::: INFORMATION PROVIDED :::

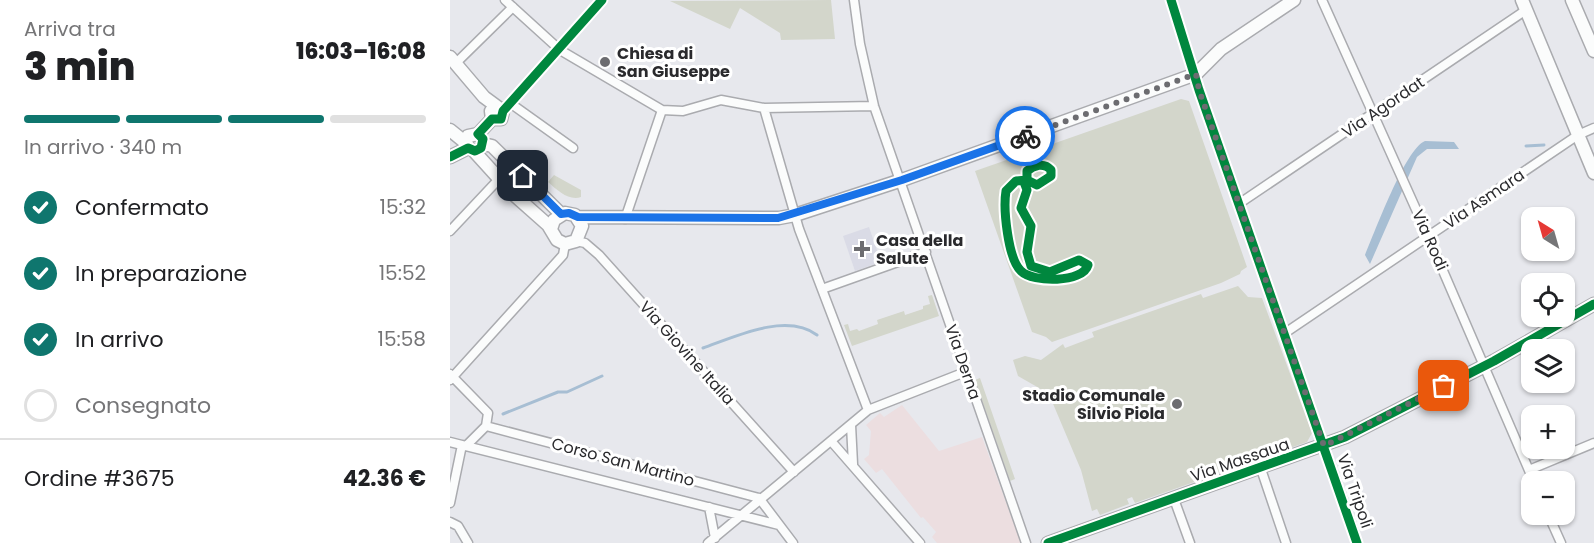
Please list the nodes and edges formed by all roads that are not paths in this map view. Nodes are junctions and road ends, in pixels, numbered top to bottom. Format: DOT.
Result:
graph roads {
  1 [pos="506,0"];
  2 [pos="602,0"];
  3 [pos="854,0"];
  4 [pos="1171,0"];
  5 [pos="1294,0"];
  6 [pos="1322,0"];
  7 [pos="1572,0"];
  8 [pos="1524,5"];
  9 [pos="513,7"];
  10 [pos="560,50"];
  11 [pos="1594,51"];
  12 [pos="453,60"];
  13 [pos="1196,74"];
  14 [pos="874,106"];
  15 [pos="764,108"];
  16 [pos="500,110"];
  17 [pos="662,110"];
  18 [pos="1374,113"];
  19 [pos="1594,128"];
  20 [pos="450,130"];
  21 [pos="1578,135"];
  22 [pos="473,144"];
  23 [pos="573,148"];
  24 [pos="450,157"];
  25 [pos="1594,172"];
  26 [pos="498,180"];
  27 [pos="902,180"];
  28 [pos="1240,202"];
  29 [pos="561,214"];
  30 [pos="795,215"];
  31 [pos="625,219"];
  32 [pos="580,222"];
  33 [pos="551,229"];
  34 [pos="450,231"];
  35 [pos="1428,236"];
  36 [pos="571,242"];
  37 [pos="926,252"];
  38 [pos="822,289"];
  39 [pos="1594,304"];
  40 [pos="1285,333"];
  41 [pos="1484,366"];
  42 [pos="968,375"];
  43 [pos="451,377"];
  44 [pos="868,410"];
  45 [pos="851,425"];
  46 [pos="486,426"];
  47 [pos="831,441"];
  48 [pos="450,442"];
  49 [pos="1594,442"];
  50 [pos="464,445"];
  51 [pos="1324,446"];
  52 [pos="852,464"];
  53 [pos="1261,469"];
  54 [pos="1529,470"];
  55 [pos="794,472"];
  56 [pos="759,498"];
  57 [pos="1174,499"];
  58 [pos="450,503"];
  59 [pos="709,507"];
  60 [pos="740,515"];
  61 [pos="454,524"];
  62 [pos="779,525"];
  63 [pos="1553,525"];
  64 [pos="712,540"];
  65 [pos="468,543"];
  66 [pos="793,543"];
  67 [pos="920,543"];
  68 [pos="1026,543"];
  69 [pos="1048,543"];
  70 [pos="1190,543"];
  71 [pos="1286,543"];
  72 [pos="1357,543"];
  73 [pos="1561,543"];
  1 -- 9 [label="street"];
  2 -- 10 [label="street"];
  3 -- 14 [label="street, Via Derna"];
  4 -- 13 [label="street, Via Tripoli"];
  5 -- 13 [label="main road"];
  6 -- 18 [label="street, Via Rodi"];
  7 -- 11 [label="main road"];
  8 -- 18 [label="street, Via Agordat"];
  8 -- 21 [label="main road"];
  9 -- 10 [label="street"];
  9 -- 12 [label="street"];
  10 -- 16 [label="street"];
  10 -- 17 [label="street"];
  12 -- 16 [label="main road"];
  13 -- 27 [label="main road"];
  13 -- 28 [label="street, Via Tripoli"];
  14 -- 15 [label="street"];
  14 -- 27 [label="street, Via Derna"];
  15 -- 17 [label="street"];
  15 -- 30 [label="street"];
  16 -- 22 [label="main road"];
  16 -- 23 [label="street"];
  17 -- 31 [label="street"];
  18 -- 28 [label="street, Via Agordat"];
  18 -- 35 [label="street, Via Rodi"];
  19 -- 21 [label="street, Via Asmara"];
  20 -- 22 [label="main road"];
  21 -- 25 [label="main road"];
  21 -- 35 [label="street, Via Asmara"];
  22 -- 24 [label="main road"];
  22 -- 26 [label="main road"];
  22 -- 29 [label="main road"];
  26 -- 33 [label="main road"];
  26 -- 34 [label="street"];
  27 -- 30 [label="main road"];
  27 -- 37 [label="street, Via Derna"];
  28 -- 40 [label="street, Via Tripoli"];
  29 -- 32 [label="main road"];
  29 -- 33 [label="main road"];
  30 -- 31 [label="main road"];
  30 -- 38 [label="street"];
  31 -- 32 [label="main road"];
  32 -- 36 [label="main road"];
  33 -- 36 [label="main road"];
  35 -- 40 [label="street, Via Asmara"];
  35 -- 41 [label="street, Via Rodi"];
  36 -- 43 [label="street"];
  36 -- 55 [label="street, Via Giovine Italia"];
  37 -- 38 [label="street"];
  37 -- 42 [label="street, Via Derna"];
  38 -- 44 [label="street"];
  39 -- 41 [label="main road, Via Massaua"];
  40 -- 51 [label="street, Via Tripoli"];
  41 -- 51 [label="main road, Via Massaua"];
  41 -- 54 [label="street, Via Rodi"];
  42 -- 44 [label="street"];
  42 -- 68 [label="street, Via Derna"];
  43 -- 46 [label="street"];
  44 -- 45 [label="street"];
  45 -- 47 [label="street"];
  45 -- 52 [label="street"];
  46 -- 50 [label="street"];
  46 -- 56 [label="street, Corso San Martino"];
  47 -- 52 [label="street"];
  47 -- 55 [label="street"];
  48 -- 50 [label="street, Corso San Martino"];
  49 -- 54 [label="street"];
  50 -- 58 [label="street"];
  50 -- 59 [label="street, Corso San Martino"];
  51 -- 53 [label="main road, Via Massaua"];
  51 -- 72 [label="street, Via Tripoli"];
  52 -- 67 [label="street"];
  53 -- 57 [label="main road, Via Massaua"];
  53 -- 71 [label="street"];
  55 -- 56 [label="street"];
  56 -- 60 [label="street"];
  56 -- 62 [label="street"];
  57 -- 69 [label="main road, Via Massaua"];
  57 -- 70 [label="street"];
  59 -- 60 [label="street, Corso San Martino"];
  59 -- 64 [label="street, Corso San Martino"];
  60 -- 62 [label="street, Corso San Martino"];
  60 -- 64 [label="street"];
  61 -- 65 [label="street"];
  62 -- 66 [label="street"];
  63 -- 73 [label="street"];
}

:::

TASK TO COMPLETE: Replicate the material above verbatim; images stay out of the copy.

RESULT OF THE TASK:
Please list the nodes and edges formed by all roads that are not paths in this map view. Nodes are junctions and road ends, in pixels, numbered top to bottom. Format: DOT.
Result:
graph roads {
  1 [pos="506,0"];
  2 [pos="602,0"];
  3 [pos="854,0"];
  4 [pos="1171,0"];
  5 [pos="1294,0"];
  6 [pos="1322,0"];
  7 [pos="1572,0"];
  8 [pos="1524,5"];
  9 [pos="513,7"];
  10 [pos="560,50"];
  11 [pos="1594,51"];
  12 [pos="453,60"];
  13 [pos="1196,74"];
  14 [pos="874,106"];
  15 [pos="764,108"];
  16 [pos="500,110"];
  17 [pos="662,110"];
  18 [pos="1374,113"];
  19 [pos="1594,128"];
  20 [pos="450,130"];
  21 [pos="1578,135"];
  22 [pos="473,144"];
  23 [pos="573,148"];
  24 [pos="450,157"];
  25 [pos="1594,172"];
  26 [pos="498,180"];
  27 [pos="902,180"];
  28 [pos="1240,202"];
  29 [pos="561,214"];
  30 [pos="795,215"];
  31 [pos="625,219"];
  32 [pos="580,222"];
  33 [pos="551,229"];
  34 [pos="450,231"];
  35 [pos="1428,236"];
  36 [pos="571,242"];
  37 [pos="926,252"];
  38 [pos="822,289"];
  39 [pos="1594,304"];
  40 [pos="1285,333"];
  41 [pos="1484,366"];
  42 [pos="968,375"];
  43 [pos="451,377"];
  44 [pos="868,410"];
  45 [pos="851,425"];
  46 [pos="486,426"];
  47 [pos="831,441"];
  48 [pos="450,442"];
  49 [pos="1594,442"];
  50 [pos="464,445"];
  51 [pos="1324,446"];
  52 [pos="852,464"];
  53 [pos="1261,469"];
  54 [pos="1529,470"];
  55 [pos="794,472"];
  56 [pos="759,498"];
  57 [pos="1174,499"];
  58 [pos="450,503"];
  59 [pos="709,507"];
  60 [pos="740,515"];
  61 [pos="454,524"];
  62 [pos="779,525"];
  63 [pos="1553,525"];
  64 [pos="712,540"];
  65 [pos="468,543"];
  66 [pos="793,543"];
  67 [pos="920,543"];
  68 [pos="1026,543"];
  69 [pos="1048,543"];
  70 [pos="1190,543"];
  71 [pos="1286,543"];
  72 [pos="1357,543"];
  73 [pos="1561,543"];
  1 -- 9 [label="street"];
  2 -- 10 [label="street"];
  3 -- 14 [label="street, Via Derna"];
  4 -- 13 [label="street, Via Tripoli"];
  5 -- 13 [label="main road"];
  6 -- 18 [label="street, Via Rodi"];
  7 -- 11 [label="main road"];
  8 -- 18 [label="street, Via Agordat"];
  8 -- 21 [label="main road"];
  9 -- 10 [label="street"];
  9 -- 12 [label="street"];
  10 -- 16 [label="street"];
  10 -- 17 [label="street"];
  12 -- 16 [label="main road"];
  13 -- 27 [label="main road"];
  13 -- 28 [label="street, Via Tripoli"];
  14 -- 15 [label="street"];
  14 -- 27 [label="street, Via Derna"];
  15 -- 17 [label="street"];
  15 -- 30 [label="street"];
  16 -- 22 [label="main road"];
  16 -- 23 [label="street"];
  17 -- 31 [label="street"];
  18 -- 28 [label="street, Via Agordat"];
  18 -- 35 [label="street, Via Rodi"];
  19 -- 21 [label="street, Via Asmara"];
  20 -- 22 [label="main road"];
  21 -- 25 [label="main road"];
  21 -- 35 [label="street, Via Asmara"];
  22 -- 24 [label="main road"];
  22 -- 26 [label="main road"];
  22 -- 29 [label="main road"];
  26 -- 33 [label="main road"];
  26 -- 34 [label="street"];
  27 -- 30 [label="main road"];
  27 -- 37 [label="street, Via Derna"];
  28 -- 40 [label="street, Via Tripoli"];
  29 -- 32 [label="main road"];
  29 -- 33 [label="main road"];
  30 -- 31 [label="main road"];
  30 -- 38 [label="street"];
  31 -- 32 [label="main road"];
  32 -- 36 [label="main road"];
  33 -- 36 [label="main road"];
  35 -- 40 [label="street, Via Asmara"];
  35 -- 41 [label="street, Via Rodi"];
  36 -- 43 [label="street"];
  36 -- 55 [label="street, Via Giovine Italia"];
  37 -- 38 [label="street"];
  37 -- 42 [label="street, Via Derna"];
  38 -- 44 [label="street"];
  39 -- 41 [label="main road, Via Massaua"];
  40 -- 51 [label="street, Via Tripoli"];
  41 -- 51 [label="main road, Via Massaua"];
  41 -- 54 [label="street, Via Rodi"];
  42 -- 44 [label="street"];
  42 -- 68 [label="street, Via Derna"];
  43 -- 46 [label="street"];
  44 -- 45 [label="street"];
  45 -- 47 [label="street"];
  45 -- 52 [label="street"];
  46 -- 50 [label="street"];
  46 -- 56 [label="street, Corso San Martino"];
  47 -- 52 [label="street"];
  47 -- 55 [label="street"];
  48 -- 50 [label="street, Corso San Martino"];
  49 -- 54 [label="street"];
  50 -- 58 [label="street"];
  50 -- 59 [label="street, Corso San Martino"];
  51 -- 53 [label="main road, Via Massaua"];
  51 -- 72 [label="street, Via Tripoli"];
  52 -- 67 [label="street"];
  53 -- 57 [label="main road, Via Massaua"];
  53 -- 71 [label="street"];
  55 -- 56 [label="street"];
  56 -- 60 [label="street"];
  56 -- 62 [label="street"];
  57 -- 69 [label="main road, Via Massaua"];
  57 -- 70 [label="street"];
  59 -- 60 [label="street, Corso San Martino"];
  59 -- 64 [label="street, Corso San Martino"];
  60 -- 62 [label="street, Corso San Martino"];
  60 -- 64 [label="street"];
  61 -- 65 [label="street"];
  62 -- 66 [label="street"];
  63 -- 73 [label="street"];
}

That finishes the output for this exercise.